Basically, it works like this:
- You pitch a respectable site with an idea for a post on their site. This post is relevant to their audience and their site, while also being a vehicle to showcase your authority on a topic.
- The site accepts your pitch, and you write and submit the promised story.
- They publish the content, and it sends traffic to your site for as long as it remains published.
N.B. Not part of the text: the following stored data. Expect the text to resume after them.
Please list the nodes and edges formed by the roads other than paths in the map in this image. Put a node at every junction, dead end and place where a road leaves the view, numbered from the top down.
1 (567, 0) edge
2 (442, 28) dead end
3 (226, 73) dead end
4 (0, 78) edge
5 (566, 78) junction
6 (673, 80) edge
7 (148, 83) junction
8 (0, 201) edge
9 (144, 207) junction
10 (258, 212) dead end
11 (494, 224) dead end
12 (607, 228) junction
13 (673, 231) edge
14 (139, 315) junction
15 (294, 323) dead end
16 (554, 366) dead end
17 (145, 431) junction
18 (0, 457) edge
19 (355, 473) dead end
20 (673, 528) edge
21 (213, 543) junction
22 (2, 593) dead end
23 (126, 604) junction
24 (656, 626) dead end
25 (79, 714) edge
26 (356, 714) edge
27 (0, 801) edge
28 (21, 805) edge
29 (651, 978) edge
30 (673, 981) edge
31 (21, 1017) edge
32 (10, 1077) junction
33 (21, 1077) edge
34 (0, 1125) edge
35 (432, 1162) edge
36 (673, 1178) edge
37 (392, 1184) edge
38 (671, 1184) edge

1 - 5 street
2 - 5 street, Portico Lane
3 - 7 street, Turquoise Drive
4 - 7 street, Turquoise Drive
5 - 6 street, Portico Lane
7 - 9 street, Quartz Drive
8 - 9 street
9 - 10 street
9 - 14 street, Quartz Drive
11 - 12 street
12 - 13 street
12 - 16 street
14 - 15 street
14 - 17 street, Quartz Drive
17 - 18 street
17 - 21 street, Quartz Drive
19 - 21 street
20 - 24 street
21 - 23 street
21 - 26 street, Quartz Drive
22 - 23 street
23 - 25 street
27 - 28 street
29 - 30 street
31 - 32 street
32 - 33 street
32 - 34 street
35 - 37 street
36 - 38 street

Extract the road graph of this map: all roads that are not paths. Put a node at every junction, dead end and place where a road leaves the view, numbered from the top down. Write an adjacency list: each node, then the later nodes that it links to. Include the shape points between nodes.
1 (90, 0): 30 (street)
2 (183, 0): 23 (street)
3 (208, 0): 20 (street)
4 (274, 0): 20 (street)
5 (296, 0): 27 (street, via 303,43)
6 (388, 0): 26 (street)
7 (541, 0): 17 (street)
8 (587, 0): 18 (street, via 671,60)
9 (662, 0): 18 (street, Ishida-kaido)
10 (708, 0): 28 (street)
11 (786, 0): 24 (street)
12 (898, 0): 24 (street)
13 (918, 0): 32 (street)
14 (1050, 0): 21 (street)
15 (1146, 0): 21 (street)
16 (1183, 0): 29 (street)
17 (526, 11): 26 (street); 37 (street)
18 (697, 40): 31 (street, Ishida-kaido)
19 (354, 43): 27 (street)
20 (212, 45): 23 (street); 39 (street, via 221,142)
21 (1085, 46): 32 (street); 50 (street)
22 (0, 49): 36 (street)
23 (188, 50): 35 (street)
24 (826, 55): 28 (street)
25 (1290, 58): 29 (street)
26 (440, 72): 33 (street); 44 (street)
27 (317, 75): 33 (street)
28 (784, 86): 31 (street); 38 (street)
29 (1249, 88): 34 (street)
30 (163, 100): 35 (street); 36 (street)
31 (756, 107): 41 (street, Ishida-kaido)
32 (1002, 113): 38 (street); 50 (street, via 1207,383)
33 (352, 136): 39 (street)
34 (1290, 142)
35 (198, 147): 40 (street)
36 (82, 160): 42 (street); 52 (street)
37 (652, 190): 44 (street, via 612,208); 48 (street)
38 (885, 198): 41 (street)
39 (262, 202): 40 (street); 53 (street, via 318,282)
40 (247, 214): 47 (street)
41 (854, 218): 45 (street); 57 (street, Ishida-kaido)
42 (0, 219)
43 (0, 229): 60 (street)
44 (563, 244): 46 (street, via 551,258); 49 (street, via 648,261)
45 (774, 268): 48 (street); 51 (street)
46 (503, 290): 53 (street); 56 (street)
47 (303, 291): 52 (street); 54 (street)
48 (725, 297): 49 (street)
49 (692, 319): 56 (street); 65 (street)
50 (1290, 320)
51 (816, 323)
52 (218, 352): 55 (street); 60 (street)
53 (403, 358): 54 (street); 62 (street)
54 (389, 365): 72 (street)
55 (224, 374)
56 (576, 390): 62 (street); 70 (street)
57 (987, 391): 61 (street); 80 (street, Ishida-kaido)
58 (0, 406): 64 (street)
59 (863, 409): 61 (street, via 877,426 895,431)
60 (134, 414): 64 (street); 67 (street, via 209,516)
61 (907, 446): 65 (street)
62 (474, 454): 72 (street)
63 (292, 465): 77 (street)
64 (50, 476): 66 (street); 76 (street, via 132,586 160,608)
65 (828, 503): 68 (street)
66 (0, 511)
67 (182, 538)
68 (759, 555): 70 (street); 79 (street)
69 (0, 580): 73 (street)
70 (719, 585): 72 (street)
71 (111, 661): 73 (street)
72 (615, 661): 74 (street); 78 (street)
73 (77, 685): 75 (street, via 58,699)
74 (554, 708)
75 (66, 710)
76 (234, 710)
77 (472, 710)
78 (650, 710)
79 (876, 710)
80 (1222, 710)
This takes effort because you need to research relevant websites to pitch, create awesome pitches, and then write fantastic posts after they are accepted. However, this effort can be worth it because that article you wrote three years ago can still drive traffic to your site, and that traffic may convert into readers and clients.
Why does this work? Here is the slightly technical answer. Some of the factors that search engines use to determine a website’s quality and ranking include:
- Backlinks: Do other sites link to this site?
- Quality of those backlinks: Are the websites that point to this website of good quality?
- One-way versus reciprocal backlinks: When a website points to another without getting a link back in return, this is seen as a sign of a higher-quality website. Reciprocal links are given less favor and, in some cases, ignored altogether.
- Link popularity: How many relevant, respectable links are pointing to your site? This is why you want to comment on forums and blogs (you can put a link to your site in your signature), and why guest posting can be a good traffic-generating method (a link to your site appears in the About the Author box).
That’s it for my crash course in SEO for authors. I hope you now have a basic understanding of how search engines work and the different techniques you can use to improve your author site’s ranking. I also hope that you feel confident enough to start implementing some of the techniques I’ve discussed. Remember, as with all things marketing-related, experimentation is key – so don’t be afraid to try new things and see what works best for you and your audience. So, what are you waiting for? Happy optimizing!